La perversione del potere
Il film inizia con una scena, su cui scorrono i titoli di testa, di fortissimo impatto visivo. Un lungo piano sequenza, di un paesaggio stradale, virato di color rosso intenso, e in sottofondo la musica della Turandot. Il colore del sangue prefigura una situazione torbida, in un modo romantico, richiamato dalle note di Puccini. Questa visione viene bruscamente interrotta. Si aprono le portiere della macchina e il conducente spegne la radio. La musica non era extradiegetica e l’immagine colorata di rosso trova una sua spiegazione nei finestrini colorati. È la transizione netta nel mondo reale.
Chabrol, anche questa volta, fa un discorso radicale sul potere, in tutte le sue forme. E lo fa mantenendo sempre uno sguardo entomologico, distaccato. C’è il mondo dell’aristocrazia, con i suoi scheletri nell’armadio. C’è poi l’ambiente dei potenti della televisione e dell’editoria. E infine la cerchia degli intellettuali, che pure vengono messi alla berlina. Il romanziere protagonista è un cicisbeo, uno di quei personaggi mediocri che affollano i salotti televisivi. A proposito, sarà un caso che il film citi proprio Andrea Pinketts (autore di un libro consigliato da una libraia)? Per scimmiottare il mondo aristocratico, lo scrittore si è inventato un finto status nobiliare. E la sua villa non è altro che una versione, dal design postmoderno, delle regge patrizie. Su questo aspetto Chabrol indugia a lungo, come quando lo riprende nella vasca da bagno con, sullo sfondo, delle finestre sghembe, da scenografia espressionista.

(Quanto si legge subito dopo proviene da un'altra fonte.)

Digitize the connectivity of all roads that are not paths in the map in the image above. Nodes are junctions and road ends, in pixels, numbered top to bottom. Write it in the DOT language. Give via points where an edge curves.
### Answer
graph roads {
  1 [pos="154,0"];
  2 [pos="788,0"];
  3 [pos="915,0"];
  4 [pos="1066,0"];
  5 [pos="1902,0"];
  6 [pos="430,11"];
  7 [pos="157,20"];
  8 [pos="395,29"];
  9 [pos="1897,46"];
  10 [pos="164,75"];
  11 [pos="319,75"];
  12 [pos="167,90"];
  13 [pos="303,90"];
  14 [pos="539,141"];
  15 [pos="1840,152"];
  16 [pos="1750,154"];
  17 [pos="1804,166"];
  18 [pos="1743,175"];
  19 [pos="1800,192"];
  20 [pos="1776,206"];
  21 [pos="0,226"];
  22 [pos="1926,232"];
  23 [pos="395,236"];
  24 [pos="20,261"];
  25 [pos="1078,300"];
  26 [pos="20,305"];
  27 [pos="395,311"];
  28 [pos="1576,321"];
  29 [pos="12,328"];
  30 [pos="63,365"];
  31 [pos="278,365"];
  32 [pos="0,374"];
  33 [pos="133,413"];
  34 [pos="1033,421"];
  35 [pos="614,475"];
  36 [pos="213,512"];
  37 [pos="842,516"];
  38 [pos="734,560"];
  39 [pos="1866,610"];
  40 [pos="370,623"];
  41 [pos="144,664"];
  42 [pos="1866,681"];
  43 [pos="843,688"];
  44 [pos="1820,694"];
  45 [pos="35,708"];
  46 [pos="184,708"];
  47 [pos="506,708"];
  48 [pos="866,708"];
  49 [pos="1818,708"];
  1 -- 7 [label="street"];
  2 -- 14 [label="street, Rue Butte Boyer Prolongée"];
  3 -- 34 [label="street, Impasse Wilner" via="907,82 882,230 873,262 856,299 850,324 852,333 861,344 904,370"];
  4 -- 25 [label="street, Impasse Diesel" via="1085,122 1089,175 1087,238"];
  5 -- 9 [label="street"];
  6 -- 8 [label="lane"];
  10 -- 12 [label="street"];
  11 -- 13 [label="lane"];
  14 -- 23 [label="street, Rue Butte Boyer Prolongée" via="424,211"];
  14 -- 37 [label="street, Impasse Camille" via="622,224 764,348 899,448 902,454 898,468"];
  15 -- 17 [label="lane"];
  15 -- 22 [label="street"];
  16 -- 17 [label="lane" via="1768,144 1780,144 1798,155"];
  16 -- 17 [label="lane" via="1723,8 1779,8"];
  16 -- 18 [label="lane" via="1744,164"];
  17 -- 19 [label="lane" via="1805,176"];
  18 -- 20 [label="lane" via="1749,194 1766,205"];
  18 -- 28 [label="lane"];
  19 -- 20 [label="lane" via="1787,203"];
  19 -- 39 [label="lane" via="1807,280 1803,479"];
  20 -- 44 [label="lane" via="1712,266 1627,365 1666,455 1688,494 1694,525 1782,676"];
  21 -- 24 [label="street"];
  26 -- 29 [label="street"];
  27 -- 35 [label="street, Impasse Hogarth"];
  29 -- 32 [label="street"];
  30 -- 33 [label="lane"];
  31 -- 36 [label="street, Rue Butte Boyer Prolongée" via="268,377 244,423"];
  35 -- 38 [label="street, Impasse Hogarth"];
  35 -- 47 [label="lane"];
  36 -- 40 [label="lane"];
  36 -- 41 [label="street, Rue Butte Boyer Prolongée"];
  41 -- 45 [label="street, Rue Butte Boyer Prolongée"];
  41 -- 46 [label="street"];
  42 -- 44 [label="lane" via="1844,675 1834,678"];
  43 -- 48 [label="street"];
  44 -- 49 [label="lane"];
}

È un mondo falso e illusorio, quello che gira intorno a questi personaggi. Chabrol si diverte a esibire il dietro le quinte dei programmi televisivi, con le annunciatrici che gesticolano davanti ad uno sfondo di bluescreen, che varrà poi riempito da qualche immagine.
La ragazza protagonista è l’unica ad appartenere ad una classe sociale non elevata. Forse è per questo che vorrebbe far carriera nella Tv. Mantiene comunque una certa ingenuità e innocenza. È un personaggio scisso, la ragazza divisa in due del titolo originale, che ancora una volta i distributori italiani hanno stupidamente modificato. Ancora una volta Ludivine Sagnier interpreta una donna dal fascino conturbante e perverso. Chabrol riesce a infondere un sottile senso di perversione a tutta la vicenda. Come lui stesso ha dichiarato, «la perversità è l’arte di trasformare il bene in male».
Curiosità
La sceneggiatura si ispira alla storia vera di Stanford White, l’architetto che progettò il Madison Square Garden, assassinato nel 1906 dal marito della sua amante. L’episodio è stato raccontato in due film: Ragtime (id., Milos Forman, 1981) e L’altalena di velluto rosso (The Girl in the Red Velvet Swing, Richard Fleischer, 1955).